Stephanie Strom’s article about how Whole Foods is finding success in markets like Boise that are a bit outside the stereotypical yuppie corridors reminds me of a wonky point—one important reason to think central banks should focus on nominal income and nominal GDP rather than inflation is that “inflation” is harder and harder to define the more you move to an advanced service economy.
Two years ago, when Whole Foods announced that it wanted to expand to 1,000 stores from a little more than 300 and open in places where it was assumed that consumers had never heard of kale and wouldn’t dream of spending $6 for a pound of humanely raised pork, some investors scoffed. Its traditional grocery store competitors snickered at the strategy. And even those on Wall Street enamored with the chain’s success expressed doubts that its forays inland into smaller, less urban markets would succeed.
Anne Madsen had come hoping to find baby artichokes for a recipe she wanted to try. She was not disappointed. “I do shop at regular groceries, but I like organic products and often am looking for things that are a bit unusual,” Ms. Madsen said.
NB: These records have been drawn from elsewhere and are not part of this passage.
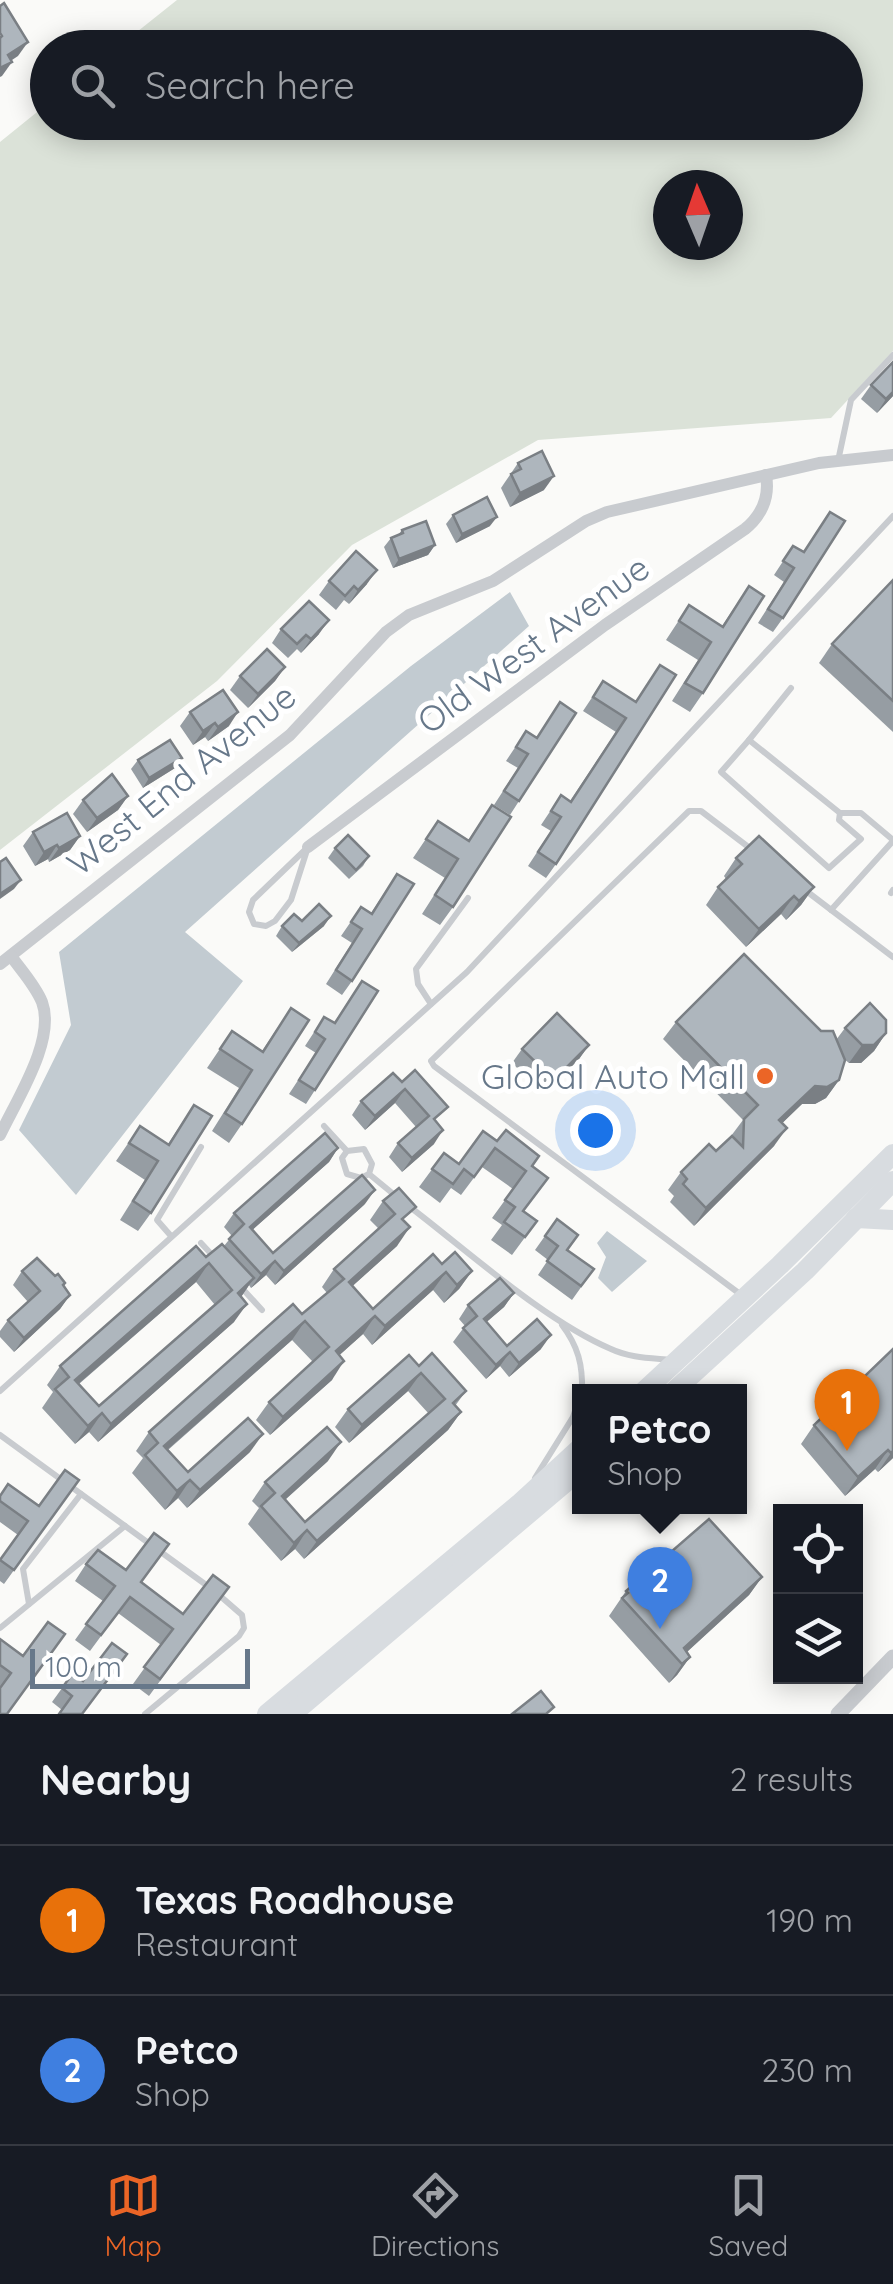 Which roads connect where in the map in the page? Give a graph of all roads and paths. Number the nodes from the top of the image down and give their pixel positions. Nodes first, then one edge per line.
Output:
1 (893, 355) edge
2 (893, 456) edge
3 (838, 461) junction
4 (766, 476) junction
5 (893, 516) edge
6 (791, 688) dead end
7 (749, 740) junction
8 (840, 813) junction
9 (893, 840) edge
10 (308, 847) junction
11 (764, 859) edge
12 (796, 884) edge
13 (468, 898) edge
14 (830, 910) junction
15 (893, 958) edge
16 (5, 960) edge
17 (431, 1004) junction
18 (324, 1126) dead end
19 (0, 1135) edge
20 (202, 1147) edge
21 (347, 1151) junction
22 (893, 1154) edge
23 (369, 1174) junction
24 (893, 1181) edge
25 (856, 1218) junction
26 (893, 1220) edge
27 (171, 1236) junction
28 (202, 1243) dead end
29 (226, 1270) edge
30 (238, 1284) edge
31 (746, 1297) junction
32 (262, 1310) dead end
33 (559, 1320) junction
34 (677, 1360) junction
35 (581, 1384) edge
36 (652, 1384) edge
37 (681, 1384) edge
38 (0, 1391) edge
39 (572, 1418) edge
40 (0, 1435) edge
41 (572, 1455) edge
42 (572, 1477) edge
43 (81, 1494) junction
44 (519, 1504) junction
45 (126, 1526) junction
46 (30, 1604) junction
47 (0, 1628) edge
48 (893, 1657) edge
49 (145, 1714) edge
50 (267, 1714) edge
51 (292, 1714) edge
52 (838, 1714) edge

1 - 3 lane
2 - 3 street, West End Avenue
3 - 4 street, West End Avenue
4 - 10 street, Old West Avenue
4 - 16 street, West End Avenue
5 - 17 lane
6 - 7 lane
7 - 8 lane
7 - 8 lane
8 - 9 lane
9 - 14 lane
10 - 10 lane
11 - 31 lane
12 - 14 lane
13 - 17 lane
14 - 15 lane
16 - 19 street
17 - 27 lane
18 - 21 lane
20 - 27 lane
21 - 23 lane
21 - 23 lane
22 - 31 highway
23 - 33 lane
24 - 25 highway
25 - 26 highway
25 - 37 highway
27 - 38 lane
28 - 29 lane
30 - 32 lane
31 - 34 highway
33 - 34 lane
33 - 35 lane
34 - 36 highway
39 - 44 lane
40 - 43 lane
41 - 44 highway
42 - 51 highway
43 - 45 lane
43 - 46 lane
44 - 50 highway
45 - 46 lane
45 - 49 lane
46 - 47 lane
48 - 52 street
On a conceptual level, there’s a huge economic difference between people buying more expensive pork because the more expensive pork is better and people buying more expensive pork because the price of pork is rising. But the question of whether or not humanely raised organic pork is “really” better than factory farmed pork does not strike me as especially something the Bureau of Labor Statistics is well-equipped to answer. From one vantage point, rising interest in local sourcing, organic production methods, and other snazzy fads is just a negative supply shock to the economy—people are turning their backs on efficient production methods. And naturally if that happens you’ll see a rising price level, and stagnant living standards. But if you think these fads are popular because they’re better, then it’s a sign of rising living standards.
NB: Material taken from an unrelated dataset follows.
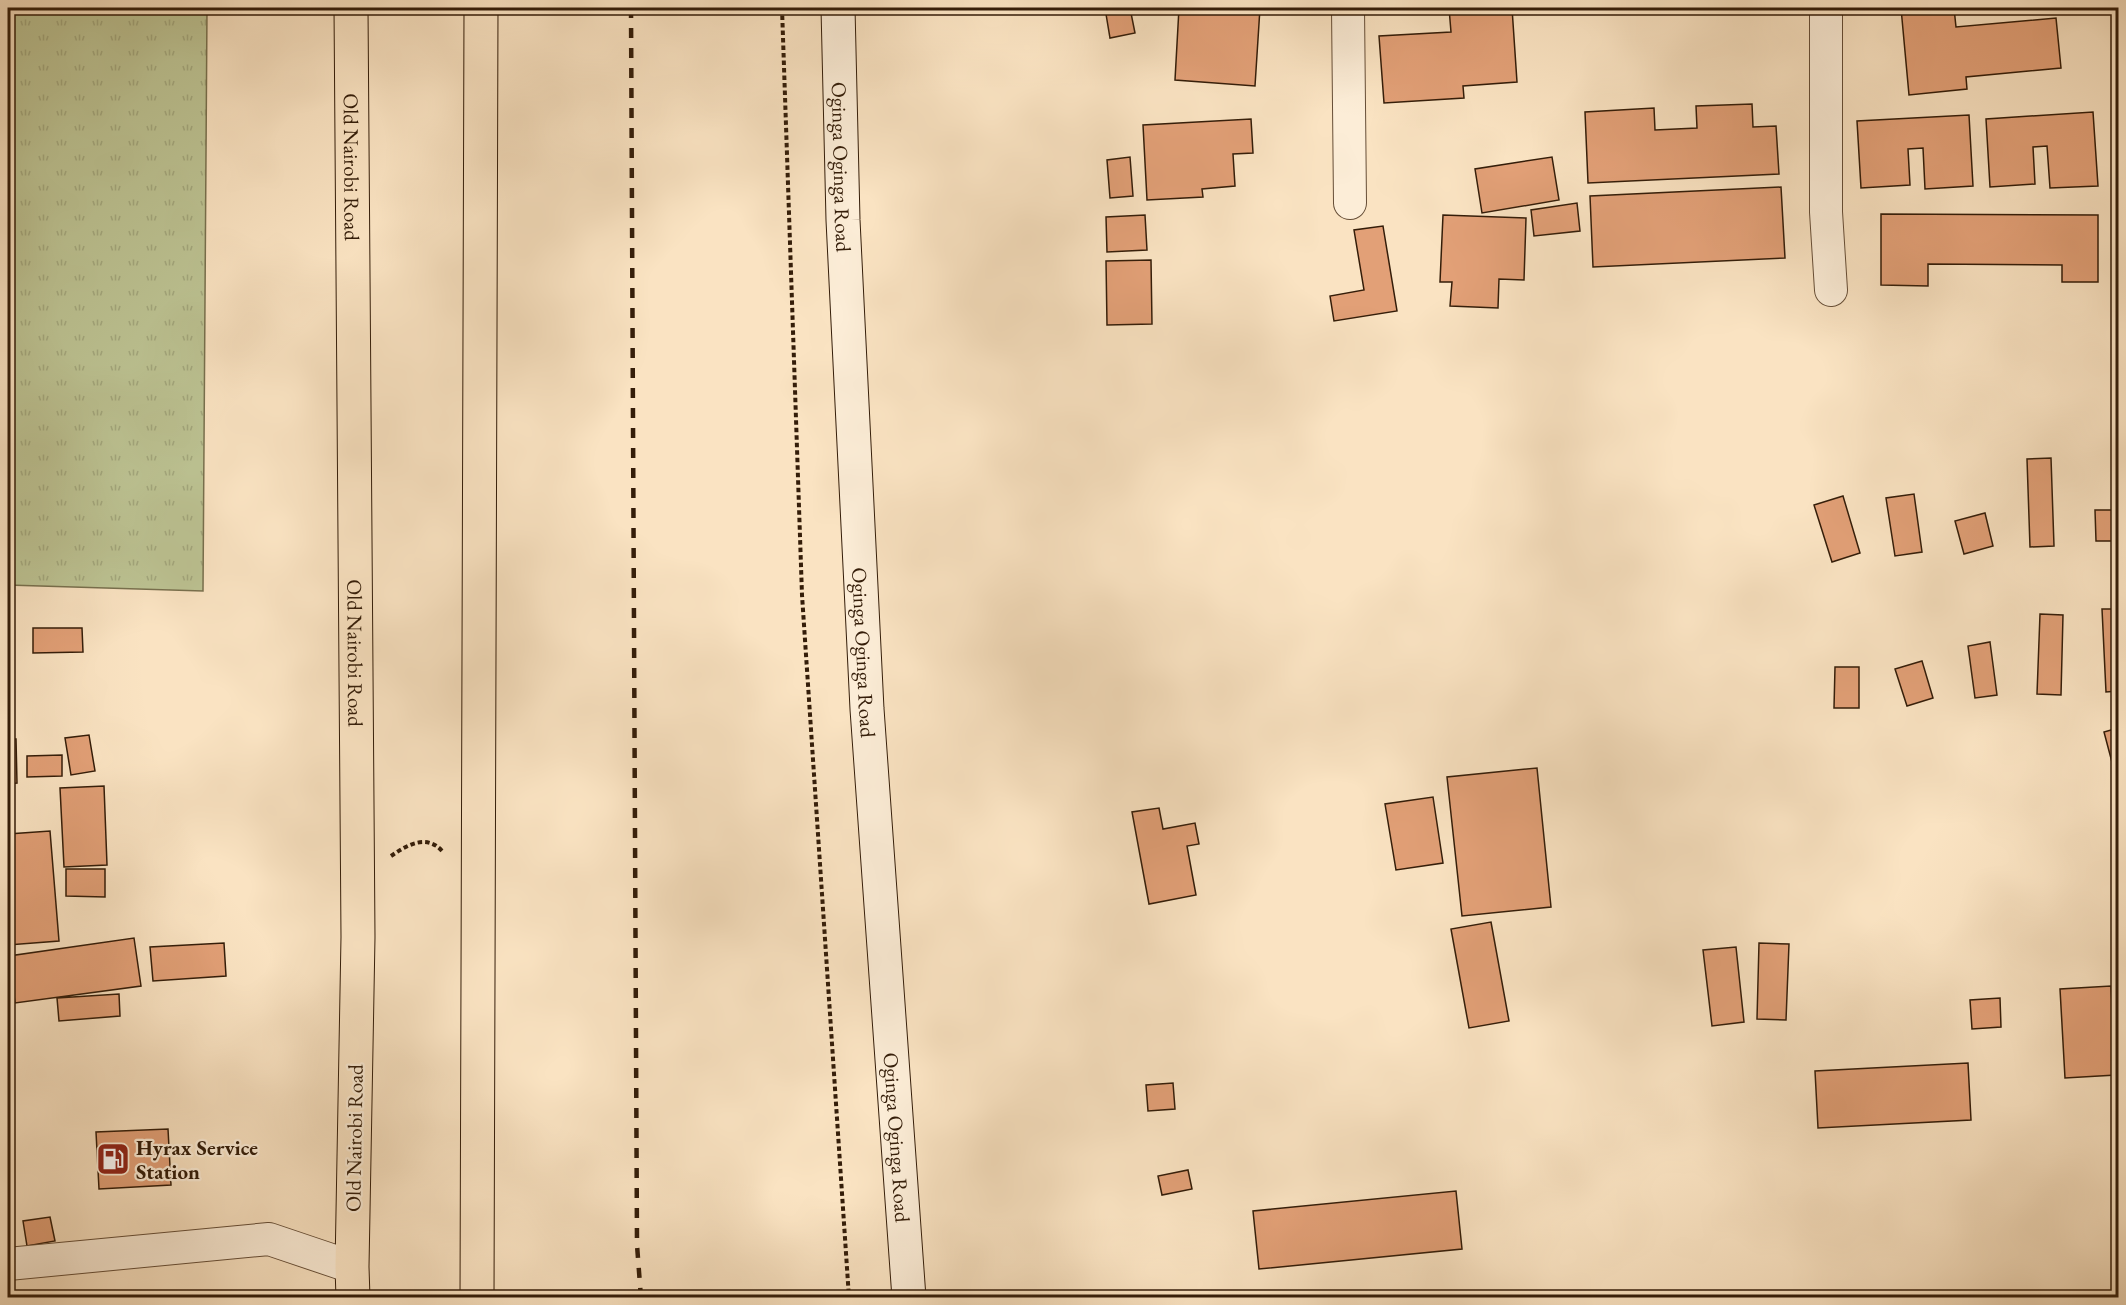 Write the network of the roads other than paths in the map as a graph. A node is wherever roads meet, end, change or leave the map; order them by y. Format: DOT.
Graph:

You can try to sort of recursively define this in the sense of “if people are shopping there it must be better.” But that’s not right. When I lived on the same block as a Safeway, I very occassionally shopped at Whole Foods. Now that I live two blocks from a Whole Foods, I shop there much more often and my grocery costs have risen. I’m paying more, and the product is arguably higher quality, but I’m not paying for the quality—I’m paying because I’m lazy.
There is a lot more organic food being eaten in 2013 than there was 25 years ago. Has that improved or lives or just been a waste of time and money? I don’t think there’s an unequivocal answer to that kind of question, which is a reason for policymakers to put more weight on broad nominal variables and less weight on the statistical calculation of the price level.